Falhas na memória como as descritas podem ser corrigidas com um pouco de organização e planejamento de tarefas. "Idosos de boa memória usam estratégias muito interessantes", observa o médico do Hospital das Clínicas da Universidade de São Paulo, Wilson Jacob Filho. "O mais óbvio é que anotem os compromisso do dia. Mas é comum estabelecerem relações que facilitam guardar determinados eventos". Ligam o nome de alguém a quem foram apresentados ao de um parente, por exemplo. "O jovem, por acreditar que sua memória é infalível, não usa essas regras e se esquece do que deveria fazer."

Interesse interfere na memorização

É cultural. A queixa de falta de memória quase sempre é relacionada à idade. Mas, muita gente foi distraída a vida toda e nunca se deu conta. É o caso da auxiliar de serviços gerais Edir Soares de Castro, que esqueceu a filha no ônibus. Só agora, aos 46 anos, ela se preocupa com o esquecimento. Mas desde a infância, tem fama de distraída. Quando criança, sempre perdia borrachas e material escolar e poucas vezes se lembrava de fazer as tarefas de casa.

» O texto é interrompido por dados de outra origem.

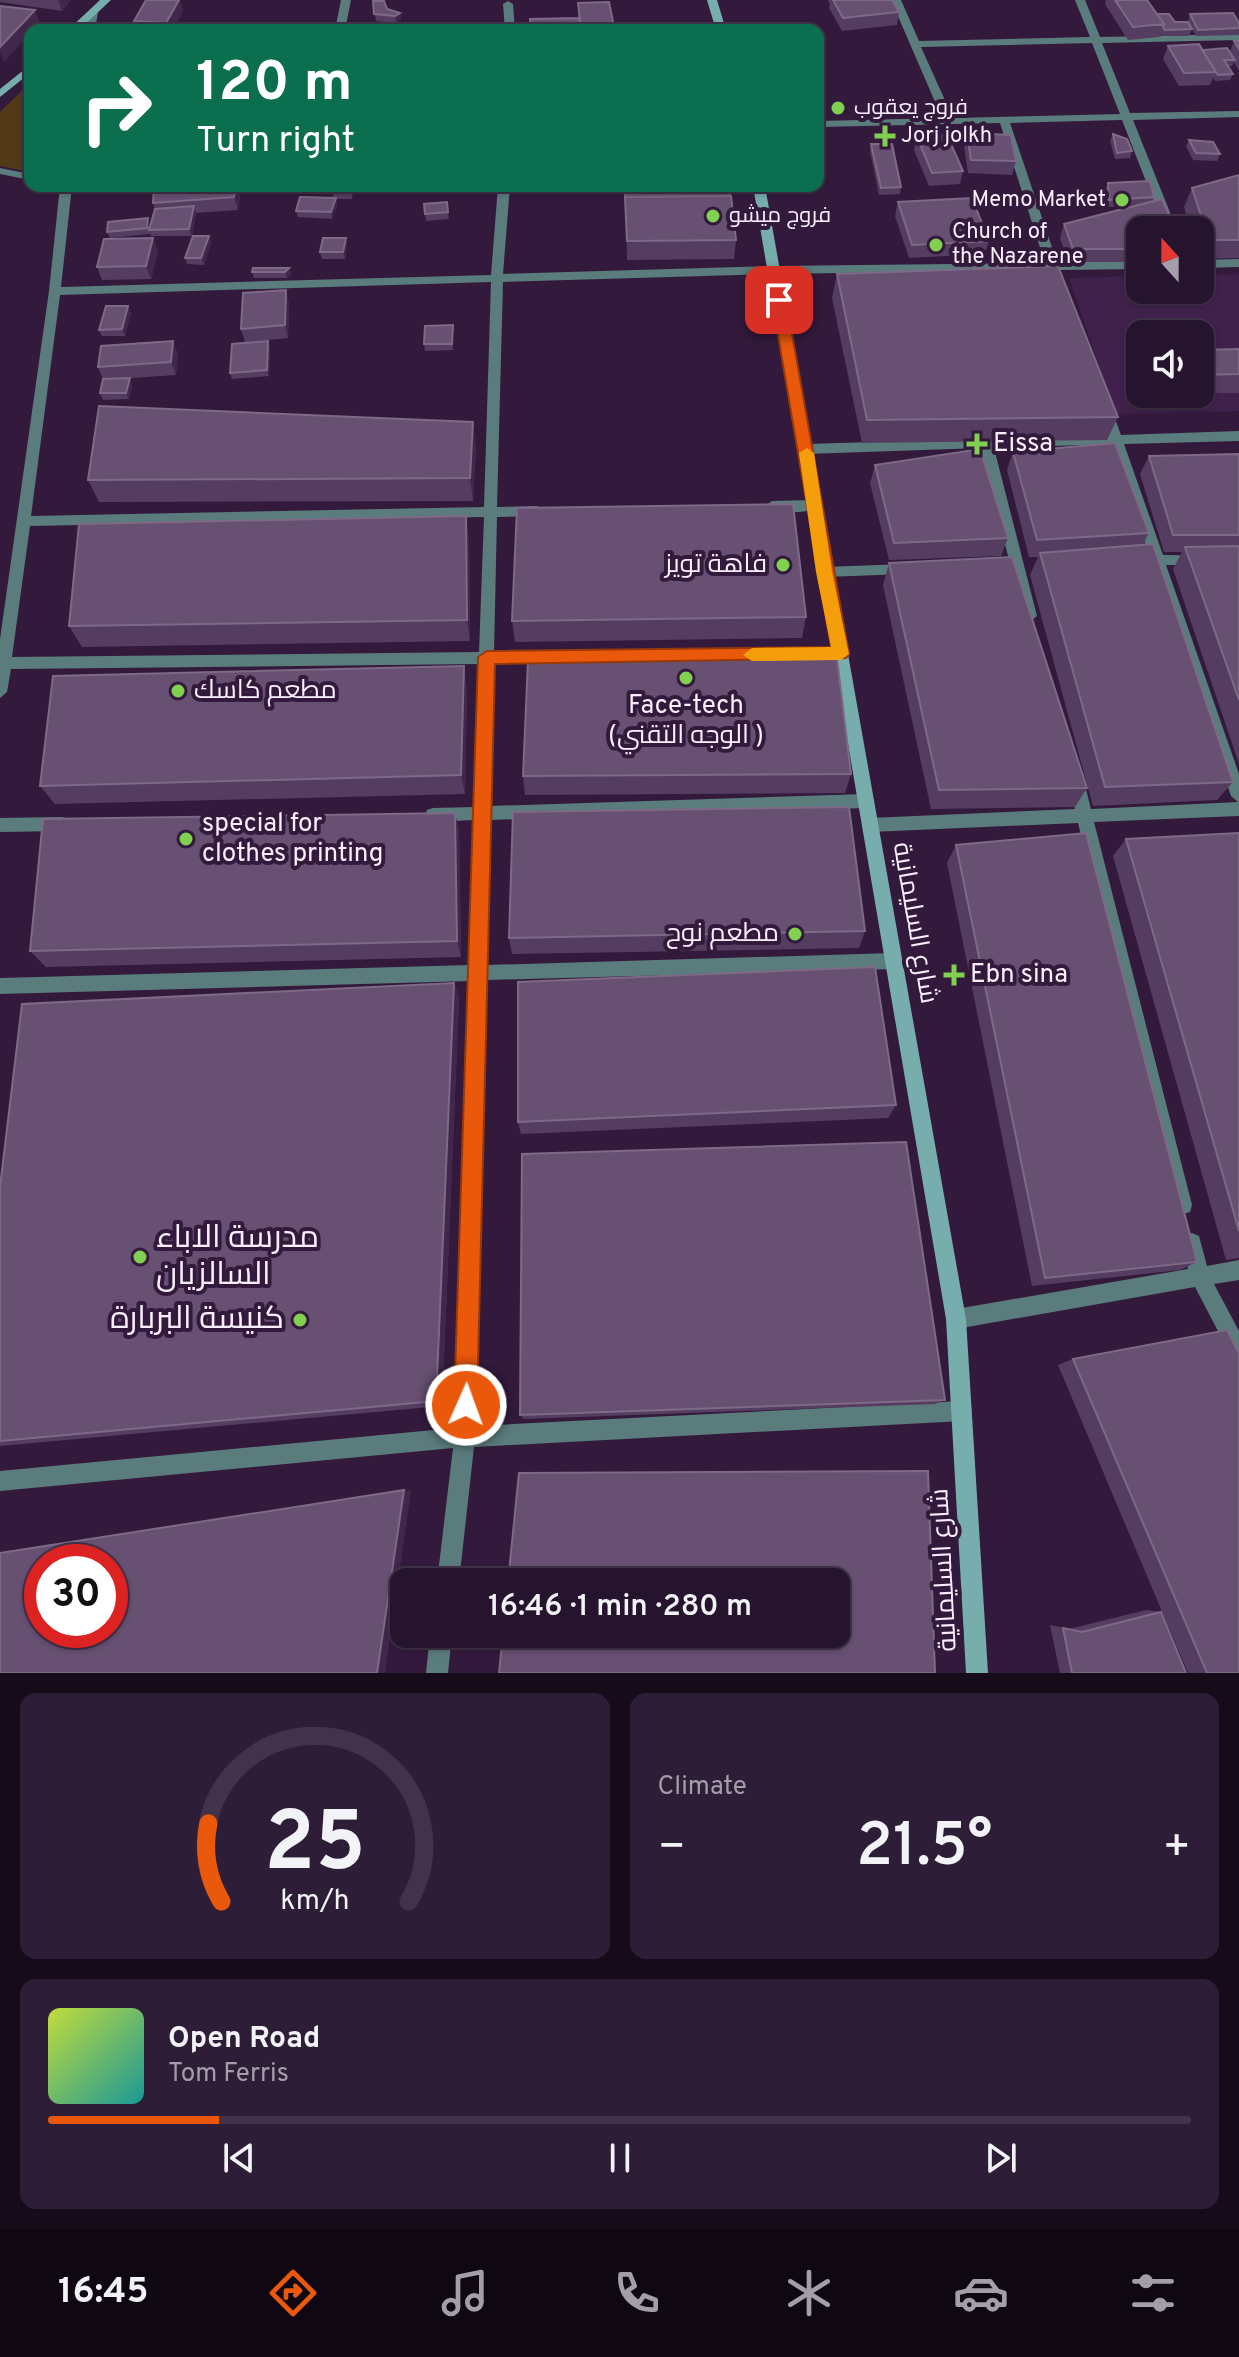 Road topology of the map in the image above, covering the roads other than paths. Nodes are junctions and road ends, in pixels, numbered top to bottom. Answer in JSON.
{"nodes":[{"id":1,"x":106,"y":0,"type":"edge"},
{"id":2,"x":346,"y":0,"type":"edge"},
{"id":3,"x":712,"y":0,"type":"edge"},
{"id":4,"x":896,"y":0,"type":"edge"},
{"id":5,"x":1080,"y":0,"type":"edge"},
{"id":6,"x":508,"y":4,"type":"dead end"},
{"id":7,"x":93,"y":12,"type":"junction"},
{"id":8,"x":80,"y":24,"type":"edge"},
{"id":9,"x":91,"y":24,"type":"edge"},
{"id":10,"x":341,"y":24,"type":"edge"},
{"id":11,"x":510,"y":24,"type":"edge"},
{"id":12,"x":719,"y":24,"type":"edge"},
{"id":13,"x":1239,"y":37,"type":"edge"},
{"id":14,"x":1097,"y":43,"type":"junction"},
{"id":15,"x":915,"y":44,"type":"junction"},
{"id":16,"x":24,"y":73,"type":"edge"},
{"id":17,"x":0,"y":94,"type":"edge"},
{"id":18,"x":1239,"y":114,"type":"edge"},
{"id":19,"x":1127,"y":117,"type":"junction"},
{"id":20,"x":1004,"y":120,"type":"junction"},
{"id":21,"x":949,"y":121,"type":"junction"},
{"id":22,"x":824,"y":124,"type":"edge"},
{"id":23,"x":0,"y":171,"type":"edge"},
{"id":24,"x":24,"y":176,"type":"edge"},
{"id":25,"x":65,"y":192,"type":"edge"},
{"id":26,"x":504,"y":192,"type":"edge"},
{"id":27,"x":760,"y":192,"type":"edge"},
{"id":28,"x":1166,"y":216,"type":"edge"},
{"id":29,"x":1239,"y":263,"type":"edge"},
{"id":30,"x":1214,"y":264,"type":"edge"},
{"id":31,"x":1126,"y":265,"type":"edge"},
{"id":32,"x":1053,"y":267,"type":"junction"},
{"id":33,"x":773,"y":270,"type":"junction"},
{"id":34,"x":497,"y":278,"type":"junction"},
{"id":35,"x":1058,"y":281,"type":"edge"},
{"id":36,"x":55,"y":291,"type":"junction"},
{"id":37,"x":1101,"y":397,"type":"edge"},
{"id":38,"x":1239,"y":436,"type":"edge"},
{"id":39,"x":1116,"y":440,"type":"junction"},
{"id":40,"x":986,"y":444,"type":"junction"},
{"id":41,"x":806,"y":449,"type":"junction"},
{"id":42,"x":814,"y":505,"type":"junction"},
{"id":43,"x":753,"y":506,"type":"edge"},
{"id":44,"x":552,"y":511,"type":"edge"},
{"id":45,"x":491,"y":512,"type":"junction"},
{"id":46,"x":23,"y":521,"type":"junction"},
{"id":47,"x":1159,"y":560,"type":"junction"},
{"id":48,"x":1127,"y":561,"type":"edge"},
{"id":49,"x":1239,"y":561,"type":"edge"},
{"id":50,"x":920,"y":568,"type":"edge"},
{"id":51,"x":824,"y":572,"type":"junction"},
{"id":52,"x":1036,"y":638,"type":"edge"},
{"id":53,"x":841,"y":654,"type":"junction"},
{"id":54,"x":487,"y":657,"type":"junction"},
{"id":55,"x":4,"y":663,"type":"junction"},
{"id":56,"x":0,"y":692,"type":"edge"},
{"id":57,"x":1069,"y":757,"type":"edge"},
{"id":58,"x":1239,"y":796,"type":"edge"},
{"id":59,"x":866,"y":801,"type":"junction"},
{"id":60,"x":1239,"y":809,"type":"edge"},
{"id":61,"x":482,"y":814,"type":"junction"},
{"id":62,"x":420,"y":815,"type":"edge"},
{"id":63,"x":1085,"y":816,"type":"junction"},
{"id":64,"x":78,"y":823,"type":"edge"},
{"id":65,"x":0,"y":825,"type":"edge"},
{"id":66,"x":870,"y":825,"type":"junction"},
{"id":67,"x":894,"y":961,"type":"junction"},
{"id":68,"x":478,"y":974,"type":"junction"},
{"id":69,"x":0,"y":986,"type":"edge"},
{"id":70,"x":1239,"y":1270,"type":"edge"},
{"id":71,"x":1200,"y":1277,"type":"junction"},
{"id":72,"x":956,"y":1319,"type":"junction"},
{"id":73,"x":1239,"y":1351,"type":"edge"},
{"id":74,"x":962,"y":1411,"type":"junction"},
{"id":75,"x":465,"y":1437,"type":"junction"},
{"id":76,"x":0,"y":1481,"type":"edge"},
{"id":77,"x":450,"y":1568,"type":"edge"},
{"id":78,"x":440,"y":1648,"type":"edge"},
{"id":79,"x":437,"y":1673,"type":"edge"},
{"id":80,"x":977,"y":1673,"type":"edge"}],
"edges":[{"from":1,"to":7,"type":"main road"},
{"from":2,"to":10,"type":"street"},
{"from":3,"to":12,"type":"main road"},
{"from":4,"to":15,"type":"street"},
{"from":5,"to":14,"type":"street"},
{"from":6,"to":11,"type":"street"},
{"from":7,"to":8,"type":"main road"},
{"from":7,"to":9,"type":"street"},
{"from":13,"to":14,"type":"street"},
{"from":14,"to":15,"type":"street"},
{"from":14,"to":19,"type":"street"},
{"from":15,"to":21,"type":"street"},
{"from":16,"to":17,"type":"main road"},
{"from":18,"to":19,"type":"street"},
{"from":19,"to":20,"type":"street"},
{"from":19,"to":28,"type":"street"},
{"from":20,"to":21,"type":"street"},
{"from":20,"to":32,"type":"street"},
{"from":21,"to":22,"type":"street"},
{"from":23,"to":24,"type":"street"},
{"from":25,"to":36,"type":"street"},
{"from":26,"to":34,"type":"street"},
{"from":27,"to":33,"type":"main road","name":"شارع السليمانية"},
{"from":29,"to":30,"type":"street"},
{"from":31,"to":32,"type":"street"},
{"from":32,"to":33,"type":"street"},
{"from":32,"to":35,"type":"street"},
{"from":33,"to":34,"type":"street"},
{"from":33,"to":41,"type":"main road","name":"شارع السليمانية"},
{"from":34,"to":36,"type":"street"},
{"from":34,"to":45,"type":"street"},
{"from":36,"to":46,"type":"street"},
{"from":37,"to":39,"type":"street"},
{"from":38,"to":39,"type":"street"},
{"from":39,"to":40,"type":"street"},
{"from":39,"to":47,"type":"street"},
{"from":40,"to":41,"type":"street"},
{"from":40,"to":52,"type":"street"},
{"from":41,"to":42,"type":"main road","name":"شارع السليمانية"},
{"from":42,"to":43,"type":"street"},
{"from":42,"to":51,"type":"main road","name":"شارع السليمانية"},
{"from":44,"to":45,"type":"street"},
{"from":45,"to":46,"type":"street"},
{"from":45,"to":54,"type":"street"},
{"from":46,"to":55,"type":"street"},
{"from":47,"to":48,"type":"street"},
{"from":47,"to":49,"type":"street"},
{"from":47,"to":58,"type":"street"},
{"from":50,"to":51,"type":"street"},
{"from":51,"to":53,"type":"main road","name":"شارع السليمانية"},
{"from":53,"to":54,"type":"street"},
{"from":53,"to":59,"type":"main road","name":"شارع السليمانية"},
{"from":54,"to":55,"type":"street"},
{"from":54,"to":61,"type":"street"},
{"from":55,"to":56,"type":"street"},
{"from":57,"to":63,"type":"street"},
{"from":59,"to":61,"type":"street"},
{"from":59,"to":66,"type":"main road","name":"شارع السليمانية"},
{"from":60,"to":63,"type":"street"},
{"from":61,"to":62,"type":"street"},
{"from":61,"to":68,"type":"street"},
{"from":63,"to":66,"type":"street"},
{"from":63,"to":71,"type":"street"},
{"from":64,"to":65,"type":"street"},
{"from":66,"to":67,"type":"main road","name":"شارع السليمانية"},
{"from":67,"to":68,"type":"street"},
{"from":67,"to":72,"type":"main road","name":"شارع السليمانية"},
{"from":68,"to":69,"type":"street"},
{"from":68,"to":75,"type":"street"},
{"from":70,"to":71,"type":"street"},
{"from":71,"to":72,"type":"street"},
{"from":71,"to":73,"type":"street"},
{"from":72,"to":74,"type":"main road","name":"شارع السليمانية"},
{"from":74,"to":75,"type":"street"},
{"from":74,"to":80,"type":"main road","name":"شارع السليمانية"},
{"from":75,"to":76,"type":"street"},
{"from":75,"to":77,"type":"street"},
{"from":78,"to":79,"type":"street"}]}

Por que algumas pessoas são mais esquecidas que as outras? "Pelo mesmo motivo que algumas pessoas têm cabelos lisos e outras, cabelos crespos, algumas são altas e outras, baixas", explica o diretor do Serviço de Geriatria do Hospital das Clínicas da Universidade de São Paulo. Uma boa ou uma má memória também está relacionada ao interesse da pessoa pelo assunto a ser lembrado. O médico explica que é por isso que as mulheres sempre notam detalhes do cabelo e da roupa de outras mulheres, enquanto os homens têm dificuldade para perceber as mudanças na própria mulher ou namorada. Dependendo da área de interesse, as pessoas tendem a exercitar um tipo de memória mais que outro. Com exercícios e técnicas de memorização é possível melhorar.

O processo de memorização depende da captação da informação. Em crianças, a dificuldade de memorização de conteúdos na escola pode estar ligada a um déficit de atenção, que acompanhado de hiperatividade recebe o nome de TDAH. Trata-se de um pequeno defeito no funcionamento do cérebro que impede a criança (e o adulto também) de fixar a atenção. Como não conseguem prestar atenção, os portadores de TDAH não memorizam os conteúdos.

O problema deve ser diagnosticado pelo médico e tratado. Adultos com déficit de atenção costumam ter dificuldade de dirigir em estradas, especialmente as que têm retas longas e pouco movimento. Mas dirigem relativamente bem na cidade porque precisam ficar atentos a cada esquina. Independentemente da origem da falta de memória, os especialistas consultados afirmam que um médico deve ser consultado assim que o problema começar a interferir na vida pessoal, laboral ou social do indivíduo. O neurologista e o psiquiatra são os mais indicados para tratar o problema ou encaminhar o paciente.